--- Source data ---
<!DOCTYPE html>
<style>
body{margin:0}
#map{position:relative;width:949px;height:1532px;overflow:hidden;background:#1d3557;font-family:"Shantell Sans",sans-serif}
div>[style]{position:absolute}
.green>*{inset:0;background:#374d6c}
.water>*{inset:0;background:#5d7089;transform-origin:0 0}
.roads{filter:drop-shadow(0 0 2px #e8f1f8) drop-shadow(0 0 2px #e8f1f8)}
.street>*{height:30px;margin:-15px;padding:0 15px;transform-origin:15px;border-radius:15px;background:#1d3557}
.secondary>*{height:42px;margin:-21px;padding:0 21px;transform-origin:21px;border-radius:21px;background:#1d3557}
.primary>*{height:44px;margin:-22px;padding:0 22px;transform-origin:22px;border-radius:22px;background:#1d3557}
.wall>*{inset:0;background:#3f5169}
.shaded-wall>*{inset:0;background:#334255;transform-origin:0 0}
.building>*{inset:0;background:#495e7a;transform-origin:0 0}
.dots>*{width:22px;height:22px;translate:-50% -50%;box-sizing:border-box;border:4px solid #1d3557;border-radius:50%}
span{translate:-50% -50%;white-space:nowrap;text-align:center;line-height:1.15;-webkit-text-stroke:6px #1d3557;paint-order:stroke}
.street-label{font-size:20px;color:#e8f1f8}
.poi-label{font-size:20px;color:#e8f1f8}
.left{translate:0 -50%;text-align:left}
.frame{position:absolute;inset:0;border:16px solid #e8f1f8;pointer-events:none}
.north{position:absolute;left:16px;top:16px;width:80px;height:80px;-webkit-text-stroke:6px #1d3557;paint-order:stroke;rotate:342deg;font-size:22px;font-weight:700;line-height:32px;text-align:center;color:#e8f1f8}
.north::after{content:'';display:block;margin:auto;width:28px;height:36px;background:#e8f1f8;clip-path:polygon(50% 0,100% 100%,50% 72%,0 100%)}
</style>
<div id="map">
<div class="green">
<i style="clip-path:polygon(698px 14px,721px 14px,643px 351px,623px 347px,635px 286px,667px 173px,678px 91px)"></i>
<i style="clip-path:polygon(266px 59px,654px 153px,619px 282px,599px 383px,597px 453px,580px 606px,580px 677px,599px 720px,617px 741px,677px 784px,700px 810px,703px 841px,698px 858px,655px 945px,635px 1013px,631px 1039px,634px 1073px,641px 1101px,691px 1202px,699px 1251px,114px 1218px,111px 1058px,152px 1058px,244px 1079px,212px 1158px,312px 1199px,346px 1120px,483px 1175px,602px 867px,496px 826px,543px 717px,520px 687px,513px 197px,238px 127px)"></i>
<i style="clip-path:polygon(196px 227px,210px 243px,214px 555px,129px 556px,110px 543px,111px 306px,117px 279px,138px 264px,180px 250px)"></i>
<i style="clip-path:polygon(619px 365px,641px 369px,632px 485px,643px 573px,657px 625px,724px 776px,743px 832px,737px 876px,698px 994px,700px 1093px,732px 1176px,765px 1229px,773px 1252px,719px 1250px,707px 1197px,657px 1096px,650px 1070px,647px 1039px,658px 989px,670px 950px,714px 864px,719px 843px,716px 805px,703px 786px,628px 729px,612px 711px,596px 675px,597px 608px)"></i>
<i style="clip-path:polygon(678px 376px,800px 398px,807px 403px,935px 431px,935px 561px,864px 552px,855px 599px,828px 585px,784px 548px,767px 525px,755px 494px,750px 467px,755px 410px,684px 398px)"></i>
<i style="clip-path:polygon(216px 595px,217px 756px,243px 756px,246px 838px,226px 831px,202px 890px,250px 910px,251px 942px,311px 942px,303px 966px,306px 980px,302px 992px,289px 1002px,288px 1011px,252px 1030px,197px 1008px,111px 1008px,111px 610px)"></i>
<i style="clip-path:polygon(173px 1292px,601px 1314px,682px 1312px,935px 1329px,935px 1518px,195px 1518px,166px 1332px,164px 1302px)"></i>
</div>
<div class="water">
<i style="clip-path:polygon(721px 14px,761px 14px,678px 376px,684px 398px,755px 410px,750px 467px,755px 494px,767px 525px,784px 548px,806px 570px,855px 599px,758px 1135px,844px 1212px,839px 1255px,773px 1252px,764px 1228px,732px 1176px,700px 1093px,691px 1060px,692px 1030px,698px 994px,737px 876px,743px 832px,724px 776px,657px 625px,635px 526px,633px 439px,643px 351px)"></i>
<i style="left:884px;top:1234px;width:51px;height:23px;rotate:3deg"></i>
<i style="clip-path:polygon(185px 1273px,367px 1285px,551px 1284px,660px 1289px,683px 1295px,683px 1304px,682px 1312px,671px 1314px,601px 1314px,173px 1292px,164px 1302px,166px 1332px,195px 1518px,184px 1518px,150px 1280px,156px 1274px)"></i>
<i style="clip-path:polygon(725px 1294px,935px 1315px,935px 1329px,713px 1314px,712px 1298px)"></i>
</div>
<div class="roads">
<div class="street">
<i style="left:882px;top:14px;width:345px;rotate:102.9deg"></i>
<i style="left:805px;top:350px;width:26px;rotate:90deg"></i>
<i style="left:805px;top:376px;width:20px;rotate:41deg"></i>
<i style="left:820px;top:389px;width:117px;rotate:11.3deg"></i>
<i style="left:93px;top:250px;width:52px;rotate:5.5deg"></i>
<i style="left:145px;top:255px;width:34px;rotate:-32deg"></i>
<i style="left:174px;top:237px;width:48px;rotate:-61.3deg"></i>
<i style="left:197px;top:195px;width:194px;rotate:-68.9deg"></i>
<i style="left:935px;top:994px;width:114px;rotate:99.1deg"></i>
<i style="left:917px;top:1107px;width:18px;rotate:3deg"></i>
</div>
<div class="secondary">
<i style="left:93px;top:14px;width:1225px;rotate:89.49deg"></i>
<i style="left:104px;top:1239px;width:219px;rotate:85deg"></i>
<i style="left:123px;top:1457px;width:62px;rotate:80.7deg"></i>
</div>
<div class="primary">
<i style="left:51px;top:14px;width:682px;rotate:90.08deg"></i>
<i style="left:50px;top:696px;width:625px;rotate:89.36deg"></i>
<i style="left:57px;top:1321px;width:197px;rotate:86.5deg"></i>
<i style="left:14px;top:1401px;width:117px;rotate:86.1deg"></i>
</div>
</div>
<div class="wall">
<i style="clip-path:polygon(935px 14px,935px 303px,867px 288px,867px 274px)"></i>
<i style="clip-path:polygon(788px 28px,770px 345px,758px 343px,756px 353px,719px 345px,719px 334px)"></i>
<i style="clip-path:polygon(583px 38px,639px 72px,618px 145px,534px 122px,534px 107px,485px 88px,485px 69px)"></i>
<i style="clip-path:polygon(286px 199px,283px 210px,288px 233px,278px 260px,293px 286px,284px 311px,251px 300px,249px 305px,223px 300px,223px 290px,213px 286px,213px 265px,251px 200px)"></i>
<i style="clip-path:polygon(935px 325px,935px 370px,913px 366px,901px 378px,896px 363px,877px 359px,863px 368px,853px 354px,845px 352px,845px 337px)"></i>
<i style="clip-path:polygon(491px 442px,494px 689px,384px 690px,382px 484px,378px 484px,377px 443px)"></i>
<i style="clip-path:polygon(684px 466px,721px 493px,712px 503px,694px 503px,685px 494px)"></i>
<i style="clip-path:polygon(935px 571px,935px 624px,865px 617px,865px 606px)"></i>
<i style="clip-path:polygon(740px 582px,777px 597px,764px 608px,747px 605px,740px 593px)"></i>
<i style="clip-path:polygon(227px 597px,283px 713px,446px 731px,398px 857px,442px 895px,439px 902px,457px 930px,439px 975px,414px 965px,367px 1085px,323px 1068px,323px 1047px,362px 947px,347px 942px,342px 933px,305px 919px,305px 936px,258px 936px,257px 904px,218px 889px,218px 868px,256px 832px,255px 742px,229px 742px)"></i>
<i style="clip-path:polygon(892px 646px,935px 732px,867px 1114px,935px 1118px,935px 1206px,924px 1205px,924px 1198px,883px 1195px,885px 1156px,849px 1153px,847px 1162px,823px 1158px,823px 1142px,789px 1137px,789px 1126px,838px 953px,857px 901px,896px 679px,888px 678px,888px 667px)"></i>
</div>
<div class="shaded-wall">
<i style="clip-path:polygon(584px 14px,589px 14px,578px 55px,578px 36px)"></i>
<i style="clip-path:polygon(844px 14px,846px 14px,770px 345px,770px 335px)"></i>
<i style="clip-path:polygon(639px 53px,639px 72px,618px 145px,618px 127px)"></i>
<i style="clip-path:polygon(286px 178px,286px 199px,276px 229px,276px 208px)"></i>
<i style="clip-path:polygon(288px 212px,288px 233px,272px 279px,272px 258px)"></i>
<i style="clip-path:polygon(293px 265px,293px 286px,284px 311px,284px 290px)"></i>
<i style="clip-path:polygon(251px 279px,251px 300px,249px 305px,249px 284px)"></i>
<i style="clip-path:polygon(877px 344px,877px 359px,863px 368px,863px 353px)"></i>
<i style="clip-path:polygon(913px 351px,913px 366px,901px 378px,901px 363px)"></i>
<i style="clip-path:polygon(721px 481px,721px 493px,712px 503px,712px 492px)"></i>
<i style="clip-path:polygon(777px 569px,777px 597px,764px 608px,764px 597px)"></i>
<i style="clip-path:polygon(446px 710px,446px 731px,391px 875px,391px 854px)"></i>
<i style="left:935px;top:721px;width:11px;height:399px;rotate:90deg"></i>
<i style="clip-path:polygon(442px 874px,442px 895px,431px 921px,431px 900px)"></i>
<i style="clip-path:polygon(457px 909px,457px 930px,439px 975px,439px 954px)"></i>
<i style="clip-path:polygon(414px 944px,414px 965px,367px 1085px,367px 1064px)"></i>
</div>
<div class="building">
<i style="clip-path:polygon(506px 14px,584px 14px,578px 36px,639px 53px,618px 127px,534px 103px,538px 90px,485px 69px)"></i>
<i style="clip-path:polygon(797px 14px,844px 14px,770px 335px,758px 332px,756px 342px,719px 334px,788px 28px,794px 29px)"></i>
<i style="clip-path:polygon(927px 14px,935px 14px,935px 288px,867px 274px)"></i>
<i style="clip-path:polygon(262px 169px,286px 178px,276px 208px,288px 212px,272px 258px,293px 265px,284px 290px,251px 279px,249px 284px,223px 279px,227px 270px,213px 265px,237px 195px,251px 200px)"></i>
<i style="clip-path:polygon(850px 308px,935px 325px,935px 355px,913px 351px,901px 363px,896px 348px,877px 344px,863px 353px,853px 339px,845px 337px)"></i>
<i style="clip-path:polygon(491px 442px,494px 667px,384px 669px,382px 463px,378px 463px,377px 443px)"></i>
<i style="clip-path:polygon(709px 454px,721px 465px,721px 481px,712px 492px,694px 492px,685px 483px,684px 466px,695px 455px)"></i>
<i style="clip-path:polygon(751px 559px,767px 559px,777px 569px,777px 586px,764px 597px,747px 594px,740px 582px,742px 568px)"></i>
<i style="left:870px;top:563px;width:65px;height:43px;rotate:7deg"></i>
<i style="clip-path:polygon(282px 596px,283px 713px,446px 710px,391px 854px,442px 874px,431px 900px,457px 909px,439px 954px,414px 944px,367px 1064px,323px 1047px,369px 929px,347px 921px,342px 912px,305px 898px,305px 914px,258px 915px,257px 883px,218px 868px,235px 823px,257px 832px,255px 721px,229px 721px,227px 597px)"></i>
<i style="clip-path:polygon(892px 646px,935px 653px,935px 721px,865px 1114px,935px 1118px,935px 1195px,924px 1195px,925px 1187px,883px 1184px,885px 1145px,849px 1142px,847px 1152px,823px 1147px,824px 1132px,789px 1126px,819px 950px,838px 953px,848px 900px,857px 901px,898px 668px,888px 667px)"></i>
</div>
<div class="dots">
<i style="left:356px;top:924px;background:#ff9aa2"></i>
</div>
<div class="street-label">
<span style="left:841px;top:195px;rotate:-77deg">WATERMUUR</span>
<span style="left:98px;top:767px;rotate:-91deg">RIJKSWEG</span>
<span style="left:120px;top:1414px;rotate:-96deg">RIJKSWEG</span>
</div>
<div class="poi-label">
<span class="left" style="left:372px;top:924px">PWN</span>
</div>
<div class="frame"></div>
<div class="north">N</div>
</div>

--

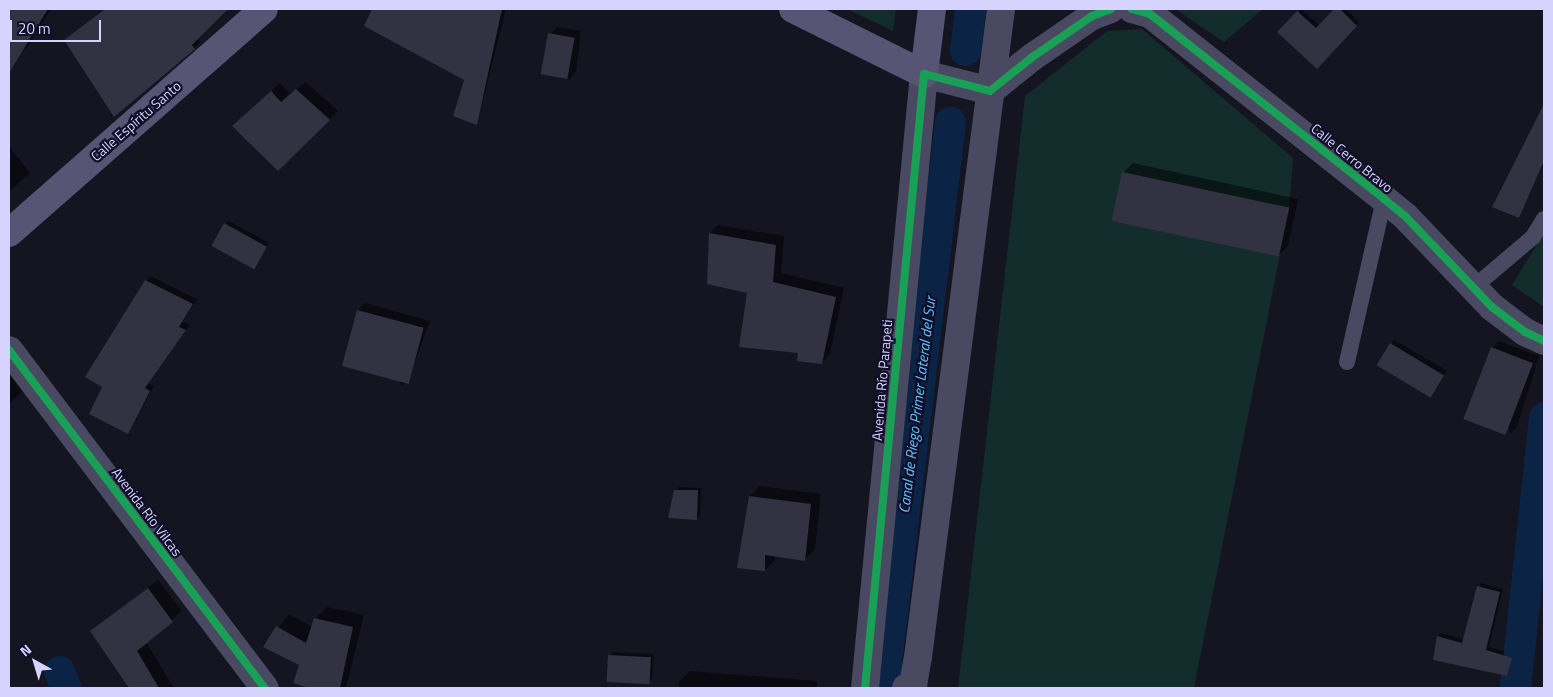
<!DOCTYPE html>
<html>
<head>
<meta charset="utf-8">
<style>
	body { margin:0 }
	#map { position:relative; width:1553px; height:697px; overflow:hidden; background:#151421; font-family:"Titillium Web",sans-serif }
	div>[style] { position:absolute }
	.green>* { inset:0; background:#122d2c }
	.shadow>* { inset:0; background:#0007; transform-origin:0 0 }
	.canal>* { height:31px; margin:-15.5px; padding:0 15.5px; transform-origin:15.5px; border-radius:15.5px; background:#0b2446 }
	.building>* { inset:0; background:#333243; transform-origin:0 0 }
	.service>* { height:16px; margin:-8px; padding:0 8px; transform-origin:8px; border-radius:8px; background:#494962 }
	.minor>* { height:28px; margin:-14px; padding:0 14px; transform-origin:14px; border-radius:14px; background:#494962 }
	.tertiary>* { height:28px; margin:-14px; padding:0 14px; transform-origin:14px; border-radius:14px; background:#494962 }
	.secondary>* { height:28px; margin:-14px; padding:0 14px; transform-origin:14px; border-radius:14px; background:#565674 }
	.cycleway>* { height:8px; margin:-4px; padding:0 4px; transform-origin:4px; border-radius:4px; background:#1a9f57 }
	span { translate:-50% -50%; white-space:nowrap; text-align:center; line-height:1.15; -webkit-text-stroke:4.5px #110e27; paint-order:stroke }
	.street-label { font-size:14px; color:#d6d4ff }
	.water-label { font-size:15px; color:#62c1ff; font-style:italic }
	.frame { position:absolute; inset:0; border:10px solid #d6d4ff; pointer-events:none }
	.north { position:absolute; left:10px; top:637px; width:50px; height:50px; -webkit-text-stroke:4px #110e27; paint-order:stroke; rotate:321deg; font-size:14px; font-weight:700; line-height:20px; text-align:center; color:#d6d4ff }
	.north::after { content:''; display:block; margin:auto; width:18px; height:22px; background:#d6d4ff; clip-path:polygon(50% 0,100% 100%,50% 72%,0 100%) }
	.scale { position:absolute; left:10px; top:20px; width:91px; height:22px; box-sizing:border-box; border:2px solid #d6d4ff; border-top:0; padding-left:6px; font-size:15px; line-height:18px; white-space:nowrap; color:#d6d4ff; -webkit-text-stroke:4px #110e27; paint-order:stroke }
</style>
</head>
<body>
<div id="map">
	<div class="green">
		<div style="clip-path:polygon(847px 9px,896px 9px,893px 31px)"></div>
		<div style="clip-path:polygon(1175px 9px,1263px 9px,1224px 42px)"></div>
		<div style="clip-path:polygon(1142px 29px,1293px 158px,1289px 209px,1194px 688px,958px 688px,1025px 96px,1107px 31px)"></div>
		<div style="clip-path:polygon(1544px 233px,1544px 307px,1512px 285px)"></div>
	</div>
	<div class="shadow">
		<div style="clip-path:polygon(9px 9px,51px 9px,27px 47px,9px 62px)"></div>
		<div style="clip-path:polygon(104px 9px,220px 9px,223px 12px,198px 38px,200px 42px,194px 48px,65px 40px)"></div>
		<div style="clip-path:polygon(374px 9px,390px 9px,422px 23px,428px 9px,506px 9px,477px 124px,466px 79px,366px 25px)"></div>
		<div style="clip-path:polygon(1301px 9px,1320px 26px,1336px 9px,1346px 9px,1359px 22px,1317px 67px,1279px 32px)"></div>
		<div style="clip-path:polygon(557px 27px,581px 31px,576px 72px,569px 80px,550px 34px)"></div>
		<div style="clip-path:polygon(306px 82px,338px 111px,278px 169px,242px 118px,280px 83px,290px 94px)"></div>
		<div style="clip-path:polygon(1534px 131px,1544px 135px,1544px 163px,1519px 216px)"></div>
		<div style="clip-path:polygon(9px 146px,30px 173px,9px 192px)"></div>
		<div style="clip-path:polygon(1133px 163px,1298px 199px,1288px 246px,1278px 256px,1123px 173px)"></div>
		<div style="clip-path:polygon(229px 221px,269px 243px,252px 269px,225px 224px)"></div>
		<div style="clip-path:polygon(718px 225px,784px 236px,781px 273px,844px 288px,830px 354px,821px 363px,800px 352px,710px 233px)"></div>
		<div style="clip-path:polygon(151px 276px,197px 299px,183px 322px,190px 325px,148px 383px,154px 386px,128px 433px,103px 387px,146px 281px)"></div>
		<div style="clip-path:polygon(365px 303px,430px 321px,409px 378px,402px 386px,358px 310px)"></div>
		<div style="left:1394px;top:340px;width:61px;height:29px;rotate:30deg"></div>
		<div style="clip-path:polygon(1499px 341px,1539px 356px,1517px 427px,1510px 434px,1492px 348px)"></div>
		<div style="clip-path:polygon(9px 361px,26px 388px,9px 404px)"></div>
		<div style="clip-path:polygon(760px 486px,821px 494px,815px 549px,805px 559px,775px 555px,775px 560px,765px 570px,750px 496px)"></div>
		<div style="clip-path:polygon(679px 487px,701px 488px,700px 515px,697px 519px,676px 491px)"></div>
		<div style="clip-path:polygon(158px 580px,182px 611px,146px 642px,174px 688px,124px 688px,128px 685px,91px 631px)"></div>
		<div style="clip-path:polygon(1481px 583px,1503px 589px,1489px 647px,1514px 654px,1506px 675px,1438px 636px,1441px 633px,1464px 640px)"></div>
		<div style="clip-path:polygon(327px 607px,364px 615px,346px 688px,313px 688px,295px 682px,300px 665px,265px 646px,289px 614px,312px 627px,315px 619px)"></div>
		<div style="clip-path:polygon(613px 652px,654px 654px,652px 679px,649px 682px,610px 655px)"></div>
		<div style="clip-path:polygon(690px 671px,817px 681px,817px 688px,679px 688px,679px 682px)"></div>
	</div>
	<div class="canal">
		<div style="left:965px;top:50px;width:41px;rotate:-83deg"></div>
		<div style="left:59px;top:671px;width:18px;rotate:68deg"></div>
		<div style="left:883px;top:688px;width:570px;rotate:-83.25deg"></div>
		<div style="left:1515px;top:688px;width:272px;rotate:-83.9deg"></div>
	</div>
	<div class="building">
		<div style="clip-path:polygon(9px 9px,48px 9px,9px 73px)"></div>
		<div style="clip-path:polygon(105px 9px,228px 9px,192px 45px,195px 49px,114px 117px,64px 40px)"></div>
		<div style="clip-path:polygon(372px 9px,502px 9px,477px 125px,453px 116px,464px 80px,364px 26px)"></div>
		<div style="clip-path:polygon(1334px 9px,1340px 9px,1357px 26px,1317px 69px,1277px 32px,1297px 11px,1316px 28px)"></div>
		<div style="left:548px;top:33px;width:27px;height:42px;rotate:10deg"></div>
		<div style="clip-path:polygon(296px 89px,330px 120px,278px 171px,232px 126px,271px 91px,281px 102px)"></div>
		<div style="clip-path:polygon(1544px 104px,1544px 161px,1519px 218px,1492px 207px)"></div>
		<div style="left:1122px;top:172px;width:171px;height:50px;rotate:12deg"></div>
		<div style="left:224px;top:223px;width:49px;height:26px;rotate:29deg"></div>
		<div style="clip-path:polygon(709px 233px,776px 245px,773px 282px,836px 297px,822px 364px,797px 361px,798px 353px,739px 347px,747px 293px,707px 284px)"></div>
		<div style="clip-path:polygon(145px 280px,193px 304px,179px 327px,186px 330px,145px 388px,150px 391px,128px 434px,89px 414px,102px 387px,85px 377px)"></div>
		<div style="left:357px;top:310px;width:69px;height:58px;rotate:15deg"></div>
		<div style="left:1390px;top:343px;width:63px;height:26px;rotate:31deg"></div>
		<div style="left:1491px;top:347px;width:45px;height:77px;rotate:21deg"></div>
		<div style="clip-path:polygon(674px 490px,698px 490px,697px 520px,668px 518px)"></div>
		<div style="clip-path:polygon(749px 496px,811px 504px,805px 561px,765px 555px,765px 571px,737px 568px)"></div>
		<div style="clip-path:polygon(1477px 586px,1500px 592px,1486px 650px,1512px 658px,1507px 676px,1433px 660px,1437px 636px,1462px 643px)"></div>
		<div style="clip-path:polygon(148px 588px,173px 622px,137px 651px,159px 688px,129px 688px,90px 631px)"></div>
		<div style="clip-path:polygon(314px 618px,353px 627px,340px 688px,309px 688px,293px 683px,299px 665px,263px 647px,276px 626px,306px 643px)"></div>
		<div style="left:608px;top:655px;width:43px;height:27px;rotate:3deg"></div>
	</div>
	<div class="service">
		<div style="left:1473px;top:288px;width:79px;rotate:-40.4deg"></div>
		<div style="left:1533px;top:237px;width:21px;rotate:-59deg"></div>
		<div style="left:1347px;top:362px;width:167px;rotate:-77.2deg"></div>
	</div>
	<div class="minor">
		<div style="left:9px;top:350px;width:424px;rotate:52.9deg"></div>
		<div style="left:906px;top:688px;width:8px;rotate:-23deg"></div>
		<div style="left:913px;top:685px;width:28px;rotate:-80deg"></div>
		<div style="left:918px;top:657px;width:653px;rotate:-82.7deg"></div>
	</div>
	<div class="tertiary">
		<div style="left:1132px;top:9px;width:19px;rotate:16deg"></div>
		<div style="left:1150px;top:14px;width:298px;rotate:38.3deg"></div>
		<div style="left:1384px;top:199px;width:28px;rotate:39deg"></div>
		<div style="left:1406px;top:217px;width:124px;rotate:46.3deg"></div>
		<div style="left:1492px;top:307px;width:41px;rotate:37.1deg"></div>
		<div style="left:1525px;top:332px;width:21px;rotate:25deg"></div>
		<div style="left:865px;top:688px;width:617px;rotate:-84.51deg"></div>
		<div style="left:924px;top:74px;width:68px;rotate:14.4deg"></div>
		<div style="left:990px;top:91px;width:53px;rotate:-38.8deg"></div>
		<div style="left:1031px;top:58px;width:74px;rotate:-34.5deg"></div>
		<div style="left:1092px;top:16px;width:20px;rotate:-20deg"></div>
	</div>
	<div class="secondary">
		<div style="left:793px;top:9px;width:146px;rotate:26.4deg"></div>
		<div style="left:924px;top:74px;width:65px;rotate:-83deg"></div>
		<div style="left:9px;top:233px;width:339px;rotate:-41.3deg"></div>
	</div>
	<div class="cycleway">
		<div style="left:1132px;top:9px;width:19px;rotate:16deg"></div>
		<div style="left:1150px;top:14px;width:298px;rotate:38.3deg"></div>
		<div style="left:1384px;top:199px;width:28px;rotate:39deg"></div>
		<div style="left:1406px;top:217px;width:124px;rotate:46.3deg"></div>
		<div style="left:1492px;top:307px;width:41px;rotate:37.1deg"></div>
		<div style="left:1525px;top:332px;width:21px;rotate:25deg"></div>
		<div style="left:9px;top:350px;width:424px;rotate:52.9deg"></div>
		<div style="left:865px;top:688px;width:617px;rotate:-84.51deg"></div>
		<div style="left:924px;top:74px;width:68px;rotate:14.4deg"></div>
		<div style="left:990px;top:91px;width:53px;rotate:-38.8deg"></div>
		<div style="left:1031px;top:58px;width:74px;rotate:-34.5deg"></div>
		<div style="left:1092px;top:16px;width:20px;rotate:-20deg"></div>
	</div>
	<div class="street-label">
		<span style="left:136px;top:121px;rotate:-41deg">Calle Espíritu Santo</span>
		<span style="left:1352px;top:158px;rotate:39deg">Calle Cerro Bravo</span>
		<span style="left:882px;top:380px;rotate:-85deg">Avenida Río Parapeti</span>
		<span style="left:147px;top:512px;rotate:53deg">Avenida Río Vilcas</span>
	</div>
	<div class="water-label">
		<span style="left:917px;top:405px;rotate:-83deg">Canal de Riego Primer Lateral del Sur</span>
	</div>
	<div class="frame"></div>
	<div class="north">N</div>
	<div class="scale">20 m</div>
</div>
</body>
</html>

--- How to complete this task ---
Whenever the word "roads" occurs in a line above, copy that line.

--- Response to the task ---
.roads{filter:drop-shadow(0 0 2px #e8f1f8) drop-shadow(0 0 2px #e8f1f8)}
<div class="roads">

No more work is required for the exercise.